LA PATERNIDAD DE DIOS
Jesús, perfecto Dios y perfecto Hombre, nos habla a lo largo del Evangelio, de la cercanía de Dios en la vida de los hombres y de su amorosa paternidad. Son incontables las veces que Jesús da a Dios el título de Padre en sus diálogos íntimos y en su doctrina a las muchedumbres. Habla con detenimiento de su bondad como Padre: retribuye cualquier pequeña acción, pondera todo lo bueno que hacemos, incluso lo que nadie ve, es tan generoso que reparte sus dones sobre justos e injustos, anda siempre solícito y providente sobre nuestras necesidades.
Nosotros, por nuestra limitación humana, no conocemos del todo hasta qué extremos está Dios con nosotros en todos los momentos de la vida. Esta cercanía se hace especialmente próxima cuando Dios ve que estamos recorriendo el camino hacia la santidad. Siempre está con nosotros como un Padre que cuida a su hijo pequeño.
Ser hijos de Dios no es una conquista nuestra, no es un progreso humano, sino un don divino, don inefable que hemos de considerar y de agradecer frecuentemente todos los días. La filiación divina será fundamento de nuestra alegría y de nuestra esperanza al realizar la tarea que el Señor nos ha encomendado. Aquí está nuestra seguridad ante los posibles temores y angustias: Padre, Padre mío. "Llámale Padre muchas veces al día, y dile a solas, en tu corazón que le quieres, que le adoras: que sientes el orgullo y la fuerza de ser hijo suyo".
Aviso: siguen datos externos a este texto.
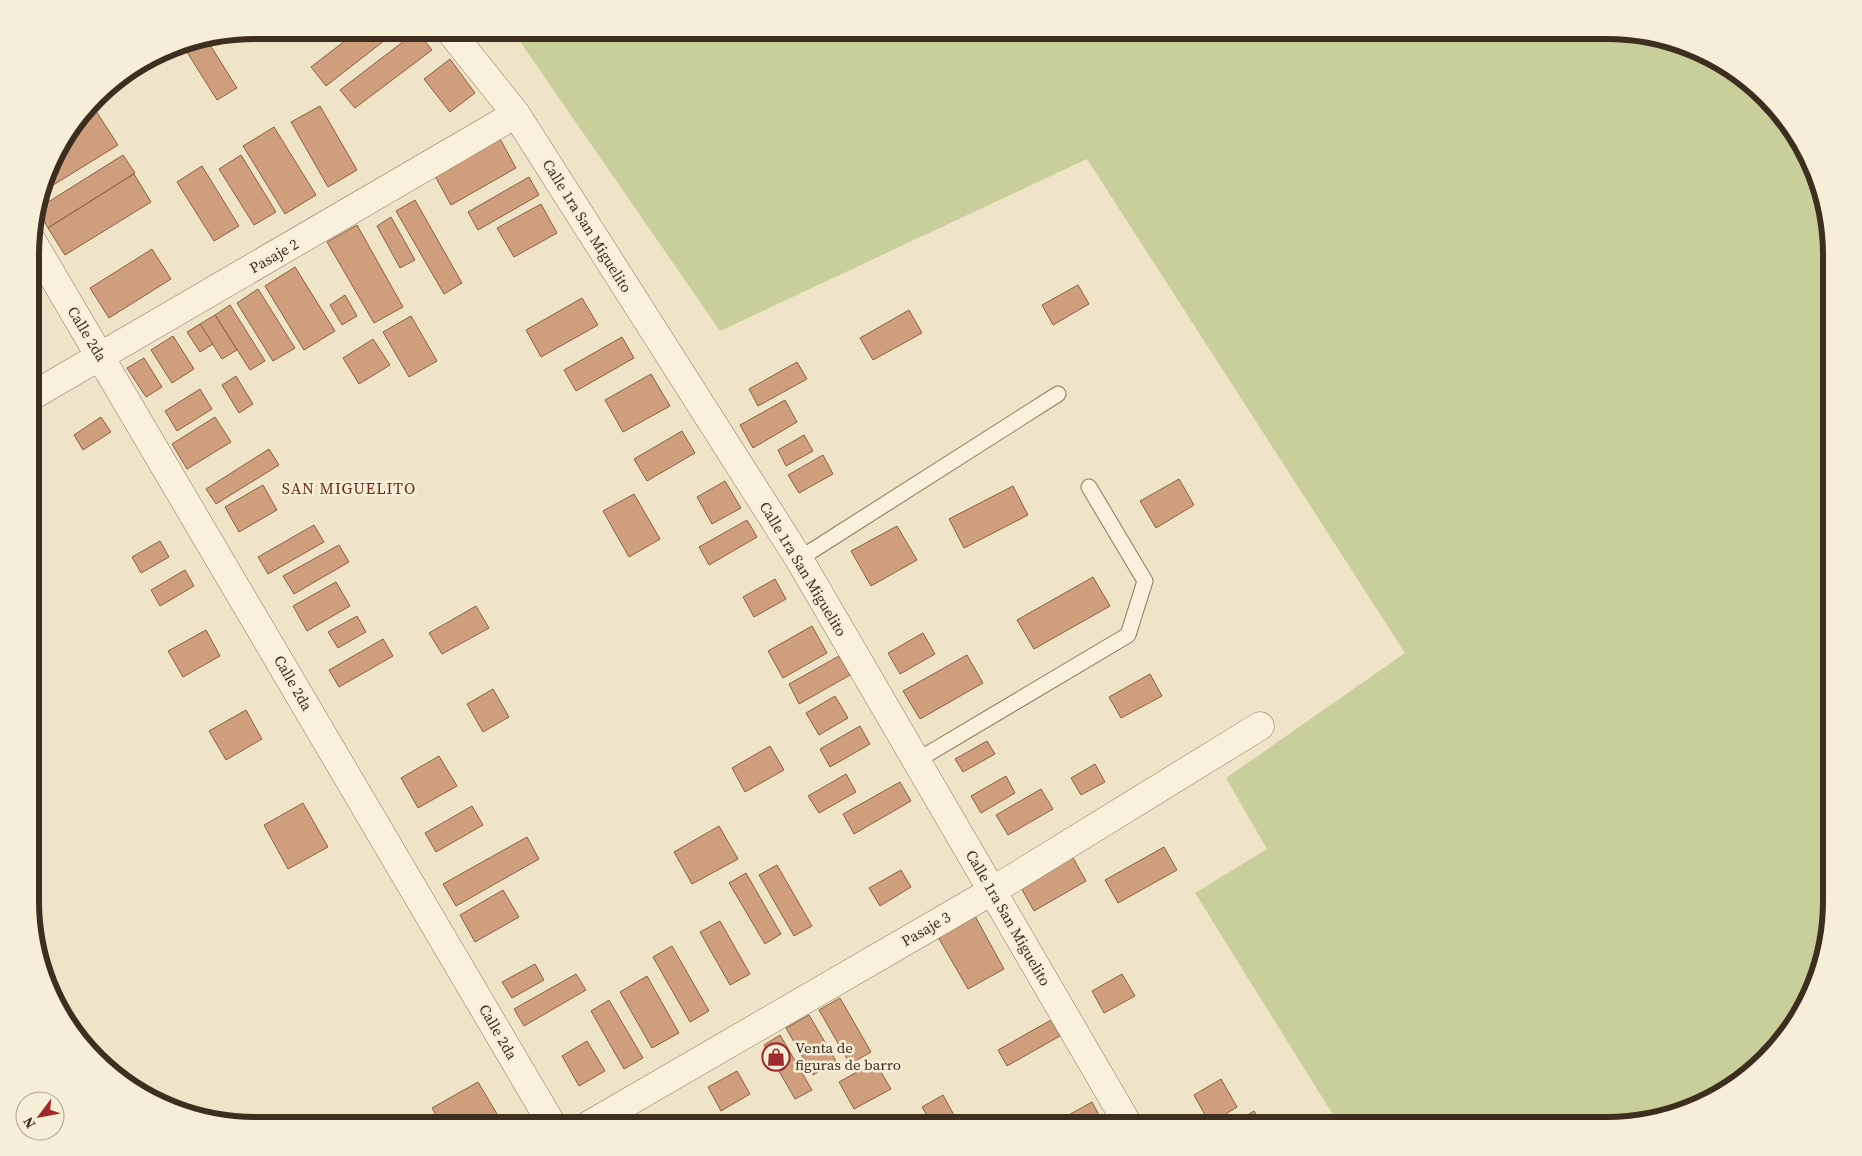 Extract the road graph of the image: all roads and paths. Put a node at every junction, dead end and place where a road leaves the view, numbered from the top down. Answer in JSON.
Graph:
{"nodes":[{"id":1,"x":456,"y":39,"type":"edge"},
{"id":2,"x":516,"y":114,"type":"junction"},
{"id":3,"x":39,"y":252,"type":"edge"},
{"id":4,"x":101,"y":357,"type":"junction"},
{"id":5,"x":39,"y":392,"type":"edge"},
{"id":6,"x":1058,"y":394,"type":"dead end"},
{"id":7,"x":1089,"y":487,"type":"dead end"},
{"id":8,"x":799,"y":559,"type":"junction"},
{"id":9,"x":1260,"y":726,"type":"dead end"},
{"id":10,"x":916,"y":761,"type":"junction"},
{"id":11,"x":992,"y":891,"type":"junction"},
{"id":12,"x":548,"y":1117,"type":"edge"},
{"id":13,"x":603,"y":1117,"type":"edge"},
{"id":14,"x":1124,"y":1117,"type":"edge"}],
"edges":[{"from":1,"to":2,"type":"street","name":"Calle 1ra San Miguelito"},
{"from":2,"to":4,"type":"street","name":"Pasaje 2"},
{"from":2,"to":8,"type":"street","name":"Calle 1ra San Miguelito"},
{"from":3,"to":4,"type":"street","name":"Calle 2da"},
{"from":4,"to":5,"type":"street","name":"Pasaje 2"},
{"from":4,"to":12,"type":"street","name":"Calle 2da"},
{"from":6,"to":8,"type":"lane"},
{"from":7,"to":10,"type":"lane"},
{"from":8,"to":10,"type":"street","name":"Calle 1ra San Miguelito"},
{"from":9,"to":11,"type":"street","name":"Pasaje 3"},
{"from":10,"to":11,"type":"street","name":"Calle 1ra San Miguelito"},
{"from":11,"to":13,"type":"street","name":"Pasaje 3"},
{"from":11,"to":14,"type":"street","name":"Calle 1ra San Miguelito"}]}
Dios Padre nos ve cada vez más como hijos suyos en la medida que nos parecemos a su Hijo Jesucristo: si procuramos trabajar como Él, si tratamos con misericordia a nuestros hermanos los hombres, si reparamos por los pecados del mundo, si somos agradecidos como lo era Jesús.
La gracia santificante, que recibimos en los sacramentos y a través de las buenas obras, nos va identificando con Cristo y haciéndonos hijos en el Hijo, pues Dios Padre tiene un solo Hijo, y no cabe acceder a la filiación divina más que en Cristo, unidos e identificados con Él, como miembros de su Cuerpo Místico: vivo yo; pero ya no soy yo quien vive: es Cristo quien vive en mí, escribía San Pablo a los Gálatas. Mientras más nos identificamos con el Señor, vamos creciendo en el sentido de la filiación divina.